2 октября 1881 г. военный министр в отношении на имя министра иностранных дел просил сообщить, на каких условиях могло бы состояться обучение офицеров на подготовительном отделении восточных языков[155]. В ответном письме управляющий МИД статс-секретарь Н. К. Гирс сообщил, что со стороны его ведомства «не встречается никаких препятствий к допущению офицеров к слушанию лекций»[156]. В письме Гирс повторил те же условия обучения офицеров на подготовительном отделении, что были высказаны ранее тайным советником Гамазовым. Для решения конкретных вопросов по созданию офицерского курса Н. К. Гирс предлагал Военному министерству войти в сношения с управляющим учебным отделением.
Военный министр на основании письма Н. К. Гирса отдал распоряжение начальнику Главного штаба обсудить вопрос с управляющим учебным отделением МИД. Для выяснения деталей вопроса генерал-адъютант Н. Н. Обручев распорядился вызвать к нему трех гвардейских офицеров, с которых, собственно, и началась вся история с учебным отделением. По итогам рассмотрения вопроса Обручев докладывал военному министру: «Предварительно испрошения установленным порядком денежного ассигнования на устройство особых курсов для офицеров, желающих заняться изучением восточных языков с целью занятия впоследствии должностей агентов в пограничных азиатских государствах (подчеркнуто в тексте документа военным министром П. С. Ванновским. – М. Б.), приглашены были для личного объяснения заявившие такое желание офицеры.
При переговорах с ними, а равно с управляющим учебным отделением Азиатского департамента тайным советником Гамазовым выяснились, между прочим, размеры воспособлений, на которые рассчитывают упомянутые офицеры. Из числа их один только прапорщик Гольцгауэр ограничивается просьбою об освобождении его от обыкновенных служебных занятий, т. е. об откомандировании от полка на том же основании, как это положено для поступающих в военные академии. Остальные же офицеры, число которых возросло теперь до пяти, просят поставить их в денежном отношении в такое положение, которое не было бы менее выгодным, чем настоящее их положение в полку, где они пользуются, по гвардейскому окладу, полуторным содержанием, казенною квартирою и прислугою. На этом основании они просят о назначении им тех же добавочных окладов, которые положены для обучающихся в академии Генерального штаба. Один из этих офицеров просит сверх того о назначении суточных ввиду недостаточности денежного квартирного оклада[157].
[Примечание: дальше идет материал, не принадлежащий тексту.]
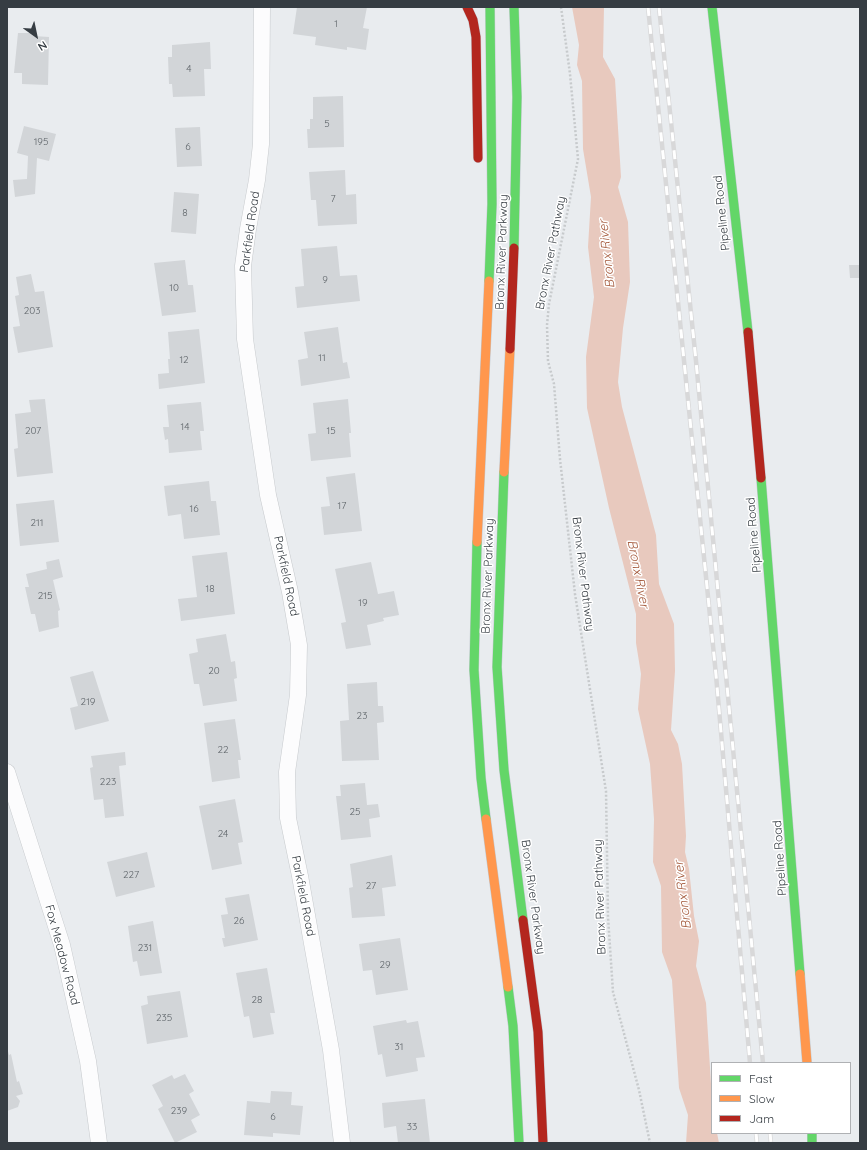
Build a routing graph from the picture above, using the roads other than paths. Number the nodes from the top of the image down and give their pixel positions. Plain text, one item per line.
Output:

Ссылка офицеров на права академистов представляется не вполне основательною, так как поступление в академию обставлено условиями экзамена, гарантирующими интерес казны от расхода, который может оказаться впоследствии бесполезным; поступление же на предполагаемые курсы последует без экзамена; предметы изучения в академии представляют во многом менее затруднения, чем изучение азиатских языков.